Zu viel Strom und zu viel Licht
»Lichtverschmutzung« vergrault Astronomen und wird für Tiere zur tödlichen Falle
Es begann am Rheinufer im Stadtteil Flehe: Im Dezember 2007 ließ Düsseldorf als erste Stadt Deutschlands durch ihre Stadtwerke elf energiesparende LED-Straßenleuchten (LED – Lichtemitter-Dioden) aufstellen. Das Ziel: Weniger Energieverbrauch, niedrigere Kosten, geringere Belastung der Umwelt. Ein Jahr danach zieht Josef Finger von den Stadtwerken Düsseldorf eine positive Bilanz: »Die LED-Leuchten verbrauchen 50 Prozent weniger Energie und müssen seltener gewartet werden als Natriumhochdrucklampen«, sagt Finger. Ausfälle seien bislang keine aufgetreten; zudem hätten LED-Lampen auch eine viermal so lange Lebensdauer wie herkömmliche Leuchtmittel.
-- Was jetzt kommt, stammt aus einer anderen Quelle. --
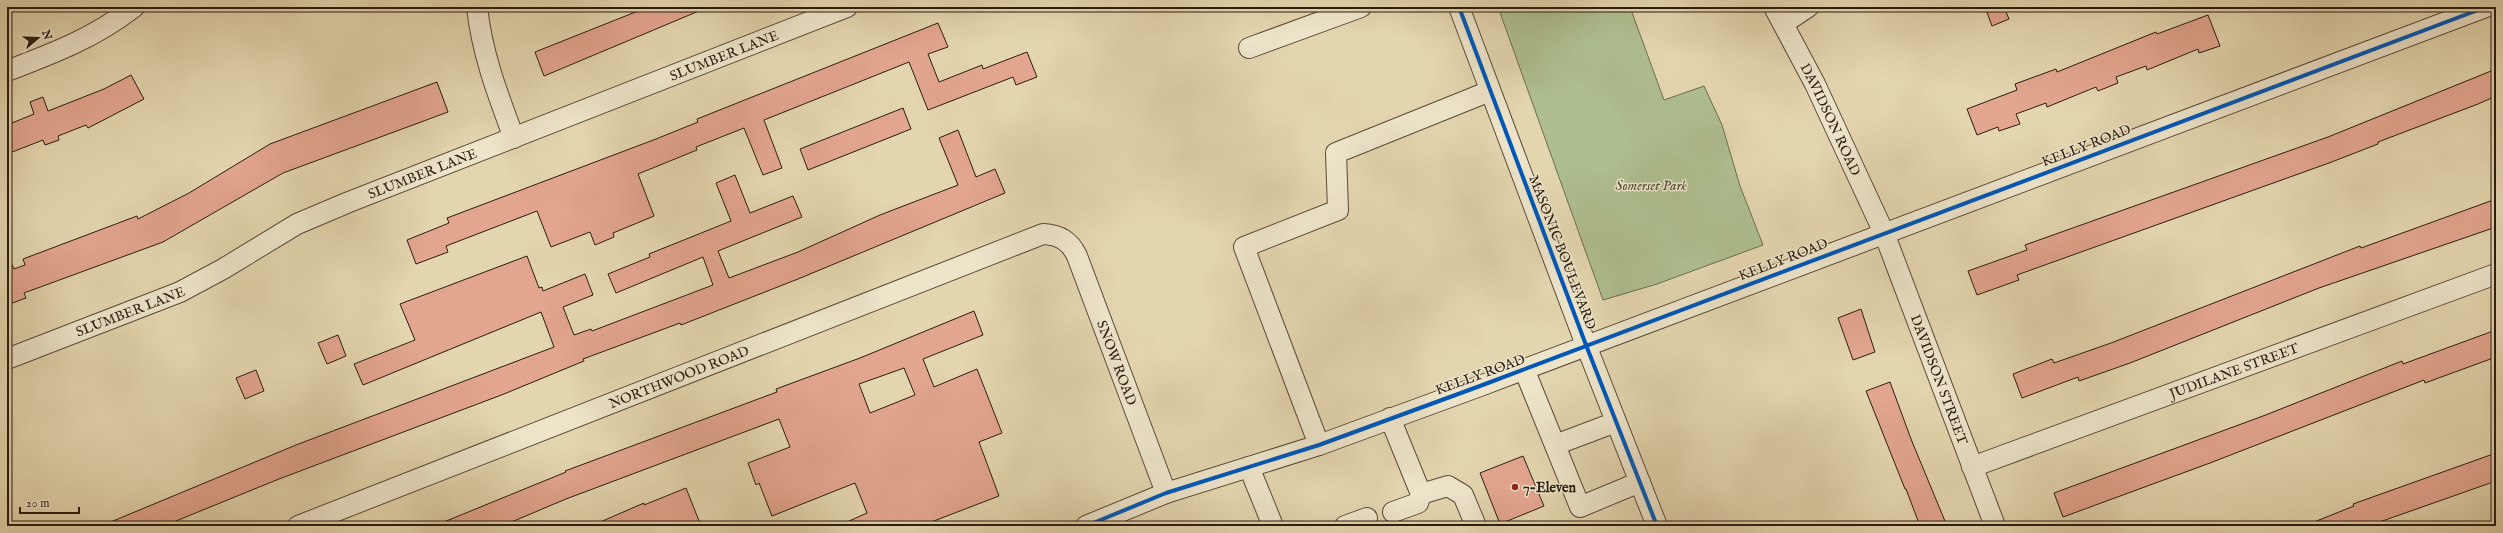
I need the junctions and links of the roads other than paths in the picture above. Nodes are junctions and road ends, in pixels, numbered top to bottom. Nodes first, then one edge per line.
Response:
1 (134, 7) edge
2 (477, 7) edge
3 (1361, 7) edge
4 (1459, 7) edge
5 (1808, 7) edge
6 (2486, 7) edge
7 (838, 9) edge
8 (1779, 15) edge
9 (1249, 48) dead end
10 (7, 71) edge
11 (1490, 91) junction
12 (514, 138) junction
13 (1884, 233) junction
14 (1060, 237) joint
15 (2496, 274) edge
16 (1586, 345) junction
17 (7, 359) edge
18 (1524, 369) junction
19 (1390, 418) junction
20 (1616, 422) junction
21 (1319, 445) junction
22 (1555, 446) junction
23 (1249, 467) junction
24 (1972, 467) junction
25 (1640, 482) junction
26 (1166, 493) junction
27 (1421, 494) junction
28 (1394, 512) dead end
29 (1367, 518) dead end
30 (298, 526) edge
31 (1086, 526) edge
32 (1273, 526) edge
33 (1345, 526) edge
34 (1476, 526) edge
35 (1657, 526) edge
36 (1995, 526) edge

1 - 10 street
2 - 12 street
3 - 9 street
4 - 11 street, MASONIC BOULEVARD
5 - 8 street
6 - 13 street, KELLY ROAD
7 - 12 street, SLUMBER LANE
8 - 13 street, DAVIDSON ROAD
11 - 16 street, MASONIC BOULEVARD
11 - 21 street
12 - 17 street, SLUMBER LANE
13 - 16 street, KELLY ROAD
13 - 24 street, DAVIDSON STREET
14 - 26 street, SNOW ROAD
14 - 30 street, NORTHWOOD ROAD
15 - 24 street, JUDILANE STREET
16 - 18 street, KELLY ROAD
16 - 20 street, MASONIC BOULEVARD
18 - 19 street, KELLY ROAD
18 - 22 street
19 - 21 street, KELLY ROAD
19 - 27 street
20 - 22 street
20 - 25 street, MASONIC BOULEVARD
21 - 23 street, KELLY ROAD
22 - 25 street
23 - 26 street, KELLY ROAD
23 - 32 street
24 - 36 street, DAVIDSON STREET
25 - 35 street, MASONIC BOULEVARD
26 - 31 street, KELLY ROAD
27 - 28 street
27 - 34 street
29 - 33 street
Auch Naturschützer sind von den LEDs angetan, weil sie anders als Quecksilberdampflampen mit ihrem UV-Licht und die sehr hellen Natriumdampflampen kaum Insekten anlocken. Das bestätigen erste Beobachtungen des Biologen Gerhard Eisenbeis, der das Düsseldorfer Projekt wissenschaftlich begleitet und in einem Freilandversuch die Anziehungskraft unterschiedlicher Lampen untersucht: »Die Leuchtdioden werden erstaunlich selten angeflogen«. An den LED-Leuchten verschmoren somit nur wenige nachtaktive Insekten. Konkrete Ergebnisse will der Biologieprofessor der Uni Mainz Anfang 2009 veröffentlichen.
»Lichtverschmutzung ist eine neue Form der Umweltverschmutzung und schädigt Menschen, Tiere und Pflanzen«, sagt Peter Hettlich, Bundestagsabgeordneter von Bündnis 90/Die Grünen. In Sommermonaten verschmoren im Schnitt rund 150 Insekten pro Straßenlaterne, fand der Schweizer Wissenschaftler René Kobler heraus. Besonders betroffen sind Nachtschmetterlinge, Käfer und Köcherfliegen.
Straßenlaternen, Skybeamer, Flutlichtmasten auf Park- und Sportplätzen oder Beleuchtungsanlagen in Industriegebieten lenken aber auch Zugvögel auf ihrem Flug Richtung Süden ab. Sie weichen wegen der unnatürlichen Lichtquellen von ihrer Flugroute ab oder kollidieren mit hell erleuchteten Gebäuden.
Sanierungsbedarf für Deutschlands Straßenlichter sieht das Umweltbundesamt (UBA). »Ein Drittel der Lampen ist 20 Jahre und älter und entspricht nicht mehr dem heutigen Stand der Technik«, teilt die Behörde mit. Laut UBA könnten Städte und Gemeinden den Energieverbrauch der Straßenbeleuchtung bereits mit der heute verfügbaren Technik um bis zu 50 Prozent senken. Bislang werden allerdings nur drei Prozent der Leuchten jährlich erneuert. Beschleunigen kann den Erneuerungsprozess die EU-Kommission. Dort basteln Experten derzeit an einer Verschärfung der Ökodesign-Richtlinie, in deren Folge ineffiziente Lampen wie die Quecksilberdampflampen in einigen Jahren vom Markt verschwunden sein könnten.